(Stored data entries)
☆ ☆ ☆

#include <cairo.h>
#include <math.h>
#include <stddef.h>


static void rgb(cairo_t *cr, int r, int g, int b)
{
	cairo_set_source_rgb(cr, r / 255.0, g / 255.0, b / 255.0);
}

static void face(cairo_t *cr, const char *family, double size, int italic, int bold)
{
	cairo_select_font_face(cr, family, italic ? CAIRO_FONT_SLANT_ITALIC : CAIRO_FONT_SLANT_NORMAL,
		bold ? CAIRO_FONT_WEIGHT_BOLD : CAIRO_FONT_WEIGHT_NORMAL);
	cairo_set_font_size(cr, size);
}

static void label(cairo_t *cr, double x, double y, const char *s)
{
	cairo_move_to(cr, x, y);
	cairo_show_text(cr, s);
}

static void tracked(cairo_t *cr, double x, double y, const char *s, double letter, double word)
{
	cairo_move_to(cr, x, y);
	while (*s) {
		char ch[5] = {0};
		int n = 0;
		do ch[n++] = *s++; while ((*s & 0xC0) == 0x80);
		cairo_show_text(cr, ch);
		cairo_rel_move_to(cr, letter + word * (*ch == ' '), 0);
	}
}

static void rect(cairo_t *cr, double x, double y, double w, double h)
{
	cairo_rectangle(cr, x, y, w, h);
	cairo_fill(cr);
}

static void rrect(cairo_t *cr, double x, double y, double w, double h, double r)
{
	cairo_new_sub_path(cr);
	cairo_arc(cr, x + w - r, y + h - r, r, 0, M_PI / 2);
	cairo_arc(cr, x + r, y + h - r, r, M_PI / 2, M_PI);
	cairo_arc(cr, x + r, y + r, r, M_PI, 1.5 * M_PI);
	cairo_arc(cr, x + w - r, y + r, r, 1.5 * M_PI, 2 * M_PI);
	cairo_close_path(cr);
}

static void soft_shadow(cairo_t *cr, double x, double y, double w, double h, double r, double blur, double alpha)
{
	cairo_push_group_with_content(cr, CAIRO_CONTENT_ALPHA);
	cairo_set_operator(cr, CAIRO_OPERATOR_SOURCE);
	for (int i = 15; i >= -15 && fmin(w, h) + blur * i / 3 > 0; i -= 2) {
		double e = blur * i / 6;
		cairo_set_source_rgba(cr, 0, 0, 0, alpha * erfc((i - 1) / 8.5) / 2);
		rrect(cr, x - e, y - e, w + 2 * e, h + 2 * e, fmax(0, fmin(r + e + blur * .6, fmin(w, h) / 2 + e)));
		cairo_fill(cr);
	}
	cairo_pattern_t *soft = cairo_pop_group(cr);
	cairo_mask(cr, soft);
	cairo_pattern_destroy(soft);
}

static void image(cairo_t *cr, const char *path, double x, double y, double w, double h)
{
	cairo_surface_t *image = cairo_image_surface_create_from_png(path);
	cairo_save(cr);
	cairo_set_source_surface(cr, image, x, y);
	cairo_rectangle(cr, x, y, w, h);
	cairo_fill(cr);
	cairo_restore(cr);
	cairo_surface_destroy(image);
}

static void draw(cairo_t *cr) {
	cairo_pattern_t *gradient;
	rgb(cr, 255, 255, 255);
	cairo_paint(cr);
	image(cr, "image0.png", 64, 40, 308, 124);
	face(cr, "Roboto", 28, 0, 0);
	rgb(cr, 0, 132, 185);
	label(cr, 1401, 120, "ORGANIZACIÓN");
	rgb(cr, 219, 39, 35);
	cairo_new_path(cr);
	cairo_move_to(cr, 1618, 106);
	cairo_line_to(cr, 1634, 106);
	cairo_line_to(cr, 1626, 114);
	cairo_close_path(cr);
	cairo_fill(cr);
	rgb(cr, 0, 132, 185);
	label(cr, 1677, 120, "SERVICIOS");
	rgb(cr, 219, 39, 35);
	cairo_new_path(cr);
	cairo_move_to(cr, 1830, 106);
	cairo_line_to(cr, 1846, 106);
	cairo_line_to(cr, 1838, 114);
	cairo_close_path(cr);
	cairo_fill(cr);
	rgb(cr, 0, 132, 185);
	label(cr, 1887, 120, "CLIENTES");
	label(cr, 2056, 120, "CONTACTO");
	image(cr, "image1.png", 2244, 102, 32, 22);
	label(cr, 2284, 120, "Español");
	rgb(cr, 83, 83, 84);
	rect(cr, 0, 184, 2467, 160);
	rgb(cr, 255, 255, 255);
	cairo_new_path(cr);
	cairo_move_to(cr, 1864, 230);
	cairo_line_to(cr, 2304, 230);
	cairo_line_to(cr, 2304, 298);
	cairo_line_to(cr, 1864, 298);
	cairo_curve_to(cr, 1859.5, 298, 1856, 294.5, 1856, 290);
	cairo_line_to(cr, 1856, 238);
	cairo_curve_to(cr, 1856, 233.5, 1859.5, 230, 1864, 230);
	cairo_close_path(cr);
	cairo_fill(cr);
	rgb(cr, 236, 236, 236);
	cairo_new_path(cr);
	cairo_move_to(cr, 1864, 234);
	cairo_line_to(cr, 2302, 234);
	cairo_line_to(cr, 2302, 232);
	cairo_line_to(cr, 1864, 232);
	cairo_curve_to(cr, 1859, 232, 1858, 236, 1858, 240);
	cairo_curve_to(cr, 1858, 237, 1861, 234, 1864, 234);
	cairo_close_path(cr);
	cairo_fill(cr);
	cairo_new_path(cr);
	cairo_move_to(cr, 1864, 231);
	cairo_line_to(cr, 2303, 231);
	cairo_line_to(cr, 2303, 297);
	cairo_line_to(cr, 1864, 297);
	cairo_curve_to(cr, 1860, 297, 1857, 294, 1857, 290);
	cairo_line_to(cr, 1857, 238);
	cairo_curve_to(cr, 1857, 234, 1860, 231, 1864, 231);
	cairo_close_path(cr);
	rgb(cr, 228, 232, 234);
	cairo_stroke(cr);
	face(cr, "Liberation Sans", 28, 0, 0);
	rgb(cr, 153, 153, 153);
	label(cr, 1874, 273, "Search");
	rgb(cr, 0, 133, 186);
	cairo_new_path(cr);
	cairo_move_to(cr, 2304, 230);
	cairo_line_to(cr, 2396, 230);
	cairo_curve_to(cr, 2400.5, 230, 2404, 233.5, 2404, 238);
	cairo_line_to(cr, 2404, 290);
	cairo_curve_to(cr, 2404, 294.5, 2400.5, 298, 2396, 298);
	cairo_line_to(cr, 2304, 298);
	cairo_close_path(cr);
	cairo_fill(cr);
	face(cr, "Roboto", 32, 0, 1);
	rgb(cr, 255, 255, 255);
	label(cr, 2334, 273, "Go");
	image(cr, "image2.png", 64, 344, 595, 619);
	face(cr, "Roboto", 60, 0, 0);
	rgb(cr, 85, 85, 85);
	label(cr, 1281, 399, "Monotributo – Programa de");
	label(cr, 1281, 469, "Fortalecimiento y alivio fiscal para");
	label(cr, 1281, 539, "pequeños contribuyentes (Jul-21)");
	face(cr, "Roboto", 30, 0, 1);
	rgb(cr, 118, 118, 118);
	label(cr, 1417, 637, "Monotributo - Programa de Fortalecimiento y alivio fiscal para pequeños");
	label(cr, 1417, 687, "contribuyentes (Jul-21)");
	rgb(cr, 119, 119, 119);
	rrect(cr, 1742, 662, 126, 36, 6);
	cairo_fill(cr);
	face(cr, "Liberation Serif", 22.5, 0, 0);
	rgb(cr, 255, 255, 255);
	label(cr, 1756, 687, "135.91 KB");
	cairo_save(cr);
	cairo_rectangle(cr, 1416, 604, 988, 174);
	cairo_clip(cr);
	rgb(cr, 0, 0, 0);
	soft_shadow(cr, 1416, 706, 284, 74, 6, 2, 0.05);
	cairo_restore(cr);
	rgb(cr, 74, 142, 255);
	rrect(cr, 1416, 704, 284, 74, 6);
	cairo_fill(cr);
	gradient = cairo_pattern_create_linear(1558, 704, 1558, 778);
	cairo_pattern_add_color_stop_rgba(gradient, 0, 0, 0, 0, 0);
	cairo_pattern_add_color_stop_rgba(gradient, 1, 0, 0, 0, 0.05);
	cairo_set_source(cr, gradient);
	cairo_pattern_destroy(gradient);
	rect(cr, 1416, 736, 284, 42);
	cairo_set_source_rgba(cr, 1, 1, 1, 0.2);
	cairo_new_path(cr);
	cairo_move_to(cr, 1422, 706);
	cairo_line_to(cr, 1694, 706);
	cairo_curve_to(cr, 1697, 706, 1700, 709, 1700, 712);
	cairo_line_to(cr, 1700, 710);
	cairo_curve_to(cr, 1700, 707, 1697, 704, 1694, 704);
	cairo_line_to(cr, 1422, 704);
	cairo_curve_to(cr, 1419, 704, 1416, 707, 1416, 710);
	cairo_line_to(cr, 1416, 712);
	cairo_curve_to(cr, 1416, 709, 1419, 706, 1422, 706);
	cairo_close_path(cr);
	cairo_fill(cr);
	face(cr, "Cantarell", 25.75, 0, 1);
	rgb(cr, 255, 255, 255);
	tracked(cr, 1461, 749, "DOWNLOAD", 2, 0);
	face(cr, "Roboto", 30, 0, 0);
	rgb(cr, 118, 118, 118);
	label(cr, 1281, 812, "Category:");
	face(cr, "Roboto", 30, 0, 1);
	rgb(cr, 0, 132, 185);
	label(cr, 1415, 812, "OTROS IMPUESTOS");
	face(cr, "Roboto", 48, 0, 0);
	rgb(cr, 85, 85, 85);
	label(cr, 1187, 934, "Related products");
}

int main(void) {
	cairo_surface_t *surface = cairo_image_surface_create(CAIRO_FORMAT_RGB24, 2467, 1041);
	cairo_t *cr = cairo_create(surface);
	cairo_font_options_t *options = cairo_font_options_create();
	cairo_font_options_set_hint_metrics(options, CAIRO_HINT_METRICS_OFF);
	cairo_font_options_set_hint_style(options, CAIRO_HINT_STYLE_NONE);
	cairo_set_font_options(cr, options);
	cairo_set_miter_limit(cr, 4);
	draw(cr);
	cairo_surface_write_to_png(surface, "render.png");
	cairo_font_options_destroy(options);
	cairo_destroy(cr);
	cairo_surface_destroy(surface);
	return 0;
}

☆ ☆ ☆

# [Work instruction]
The required answer is the run of lines above, starting at the line with "static void tracked(cairo_t" and ending at the line with "cairo_arc(cr, x + r, y + r, r, M_PI, 1.5", reproduced exactly with both ends.

# [Task result]
static void tracked(cairo_t *cr, double x, double y, const char *s, double letter, double word)
{
	cairo_move_to(cr, x, y);
	while (*s) {
		char ch[5] = {0};
		int n = 0;
		do ch[n++] = *s++; while ((*s & 0xC0) == 0x80);
		cairo_show_text(cr, ch);
		cairo_rel_move_to(cr, letter + word * (*ch == ' '), 0);
	}
}

static void rect(cairo_t *cr, double x, double y, double w, double h)
{
	cairo_rectangle(cr, x, y, w, h);
	cairo_fill(cr);
}

static void rrect(cairo_t *cr, double x, double y, double w, double h, double r)
{
	cairo_new_sub_path(cr);
	cairo_arc(cr, x + w - r, y + h - r, r, 0, M_PI / 2);
	cairo_arc(cr, x + r, y + h - r, r, M_PI / 2, M_PI);
	cairo_arc(cr, x + r, y + r, r, M_PI, 1.5 * M_PI);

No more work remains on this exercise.